一、细胞冻存流程图
二、细胞冻存准备工作
准备好冻存管、离心管、移液管和移液器等必要耗材,将它们摆放整齐放置在超净台中,并打开紫外线灯照射30分钟。随后打开通风机让实验室通风3分钟。接着使用75%酒精擦拭操作台和双手以确保无菌。准备好冰盒,调节离心机至需要的转速。将细胞完全培养基、DMSO和胰酶等物品放入37摄氏度水浴箱中预热。
三、冻存步骤
1.取出细胞,用酒精消毒培养皿,然后放入超净台。
2.制备细胞冻存液:按照无血清培养基:血清:DMSO=7:2:1的比例配制细胞冻存液。【或者按照细胞特性,也可以选择供应商推荐的血清:DMSO=9:1的配方】。
3.按照细胞传代的步骤,对细胞进行消化和解离。
4.离心后,去掉上清液,用冻存液重新悬浮细胞。
5.可以使用细胞计数板或计数仪器对细胞进行计数,将细胞总数调整至每毫升5×10^5个细胞。
6.将细胞冻存悬液分装入细胞冻存管,通常1-1.5毫升的细胞冻存悬液装入2毫升冻存管为宜。
7.放入专业的细胞冻存盒中,或者按照以下顺序进行冻存:-4℃30分钟 → 20℃30分钟 → 过夜于-80℃ → 液氮保存。
四、注意事项
1.选择在细胞旺盛分裂期进行冻存,确保细胞生长良好、致密度约为80-90%,活力达到90%以上。细胞活力差的情况下进行冻存,成活率很低。
2.选择试剂级DMSO,并通过0.22微米滤膜过滤。将其以5-10ml小体积分装,存放在4℃避光处,避免多次冻融。需要注意的是,DMSO不需要高压灭菌处理,反之可能会破坏其分子结构,降低冷冻保存效果。
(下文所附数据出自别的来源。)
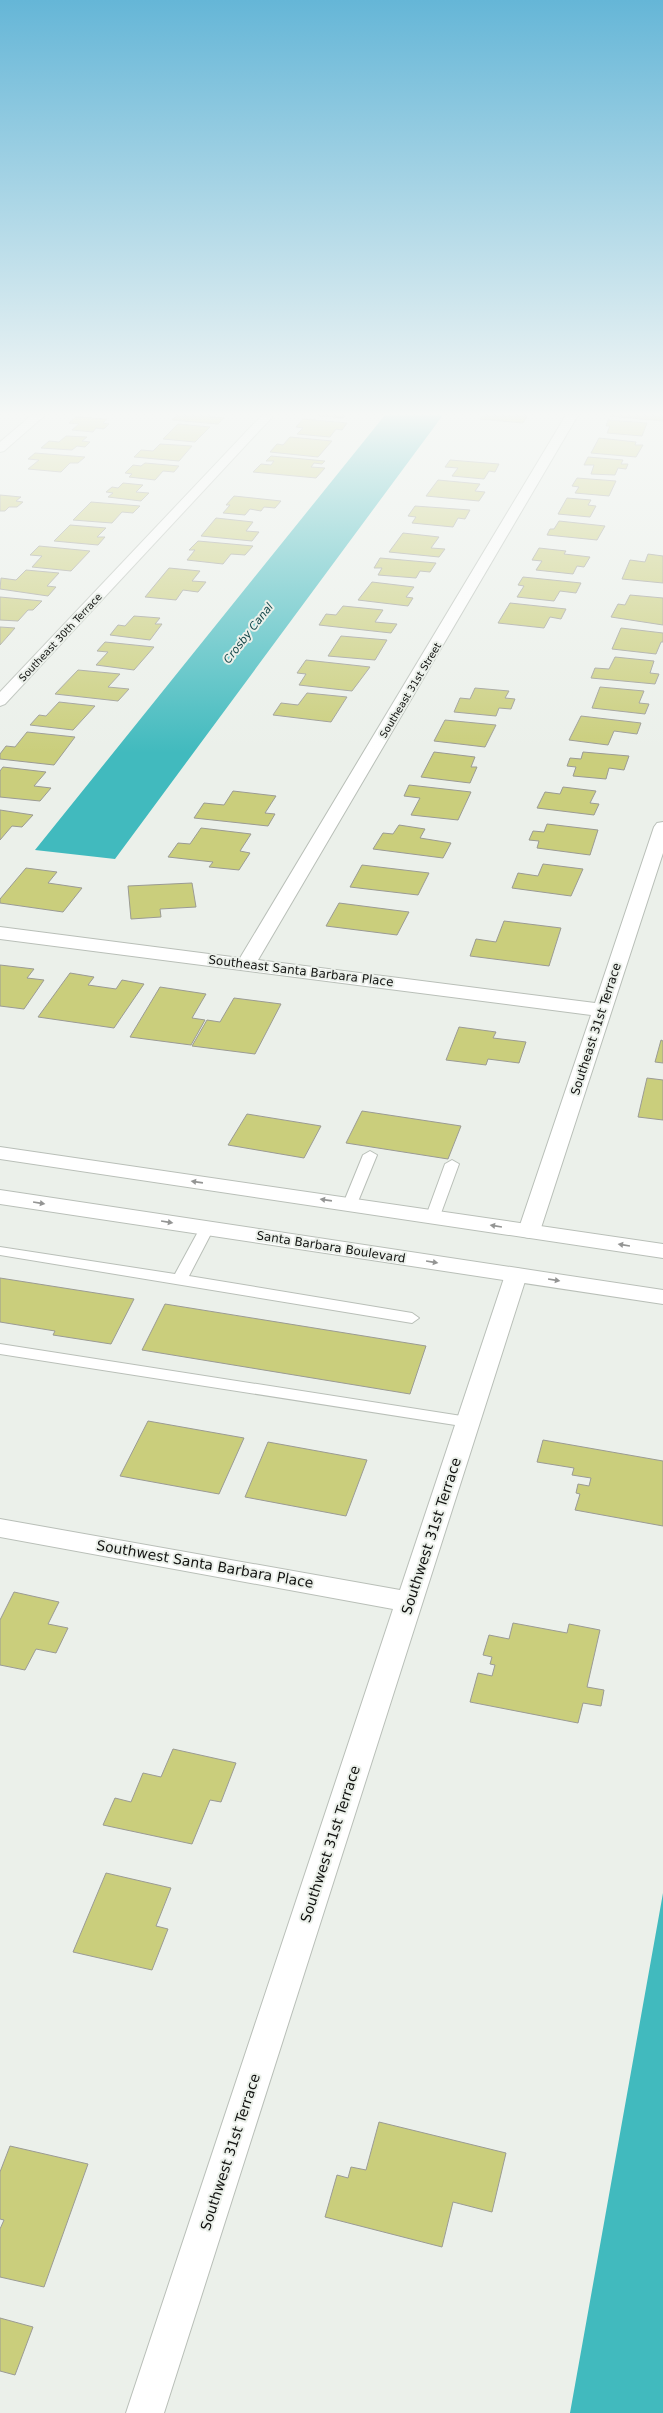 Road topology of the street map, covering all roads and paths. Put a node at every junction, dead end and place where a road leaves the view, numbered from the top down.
1 (162, 528) edge
2 (505, 528) edge
3 (0, 701) edge
4 (663, 827) edge
5 (0, 933) edge
6 (246, 964) junction
7 (601, 1010) junction
8 (0, 1153) edge
9 (370, 1155) dead end
10 (452, 1164) dead end
11 (0, 1197) edge
12 (350, 1204) junction
13 (433, 1216) junction
14 (207, 1228) junction
15 (529, 1231) junction
16 (0, 1251) edge
17 (663, 1251) edge
18 (516, 1275) junction
19 (180, 1279) junction
20 (663, 1297) edge
21 (412, 1318) dead end
22 (0, 1350) edge
23 (468, 1422) junction
24 (0, 1528) edge
25 (409, 1602) junction
26 (145, 2413) edge

1 - 3 street, Southeast 30th Terrace
2 - 6 street, Southeast 31st Street
4 - 7 street, Southeast 31st Terrace
5 - 6 street, Southeast Santa Barbara Place
6 - 7 street, Southeast Santa Barbara Place
7 - 15 street, Southeast 31st Terrace
12 -> 8 street
9 - 12 lane
10 - 13 lane
11 -> 14 street, Santa Barbara Boulevard
12 - 13 street
15 -> 13 street
14 -> 18 street, Santa Barbara Boulevard
14 - 19 lane
17 -> 15 street
16 - 19 lane
18 -> 20 street, Santa Barbara Boulevard
18 - 23 street, Southwest 31st Terrace
19 - 21 lane
22 - 23 lane
23 - 25 street, Southwest 31st Terrace
24 - 25 street, Southwest Santa Barbara Place
25 - 26 street, Southwest 31st Terrace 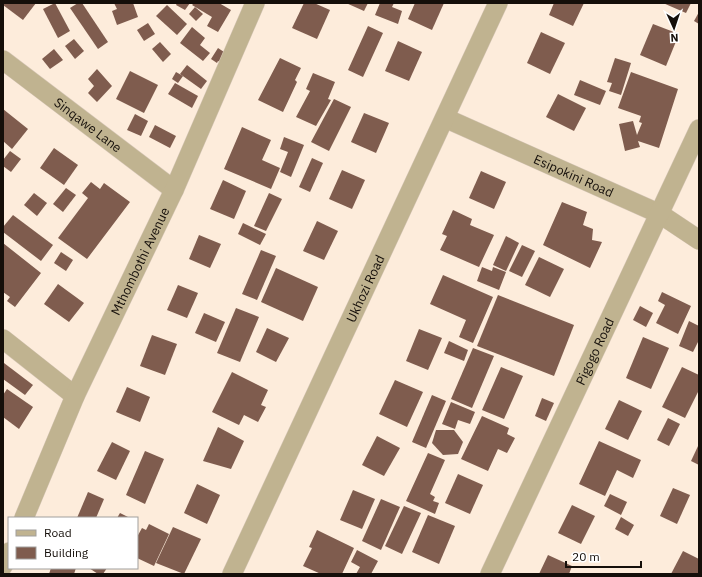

此外,在常温下,DMSO对人体有害,务必注意生物安全防护。
3.冻存液需提前配制,避免临时配制过程中产生的热量损伤细胞。
4.增加冻存液中血清的比例对保存某些脆弱的干细胞和其他珍贵细胞非常有益。
5.在用移液器吸取上清液时,避免吸到底部的细胞沉淀。
6.使用移液器轻柔搅动细胞,以避免损伤细胞。
7.混匀DMSO的过程应尽快进行,因为DMSO对细胞有毒性。混合后应立即进行冻存。
8.复苏细胞时应遵循快速解冻原则,以防止小冰晶形成大冰晶,即重结晶现象。而在细胞冻存时需要缓慢冷冻,使细胞逐步脱水,避免细胞内产生大冰晶造成伤害。对大多数细胞而言,每分钟降温1-3℃是适宜的速度。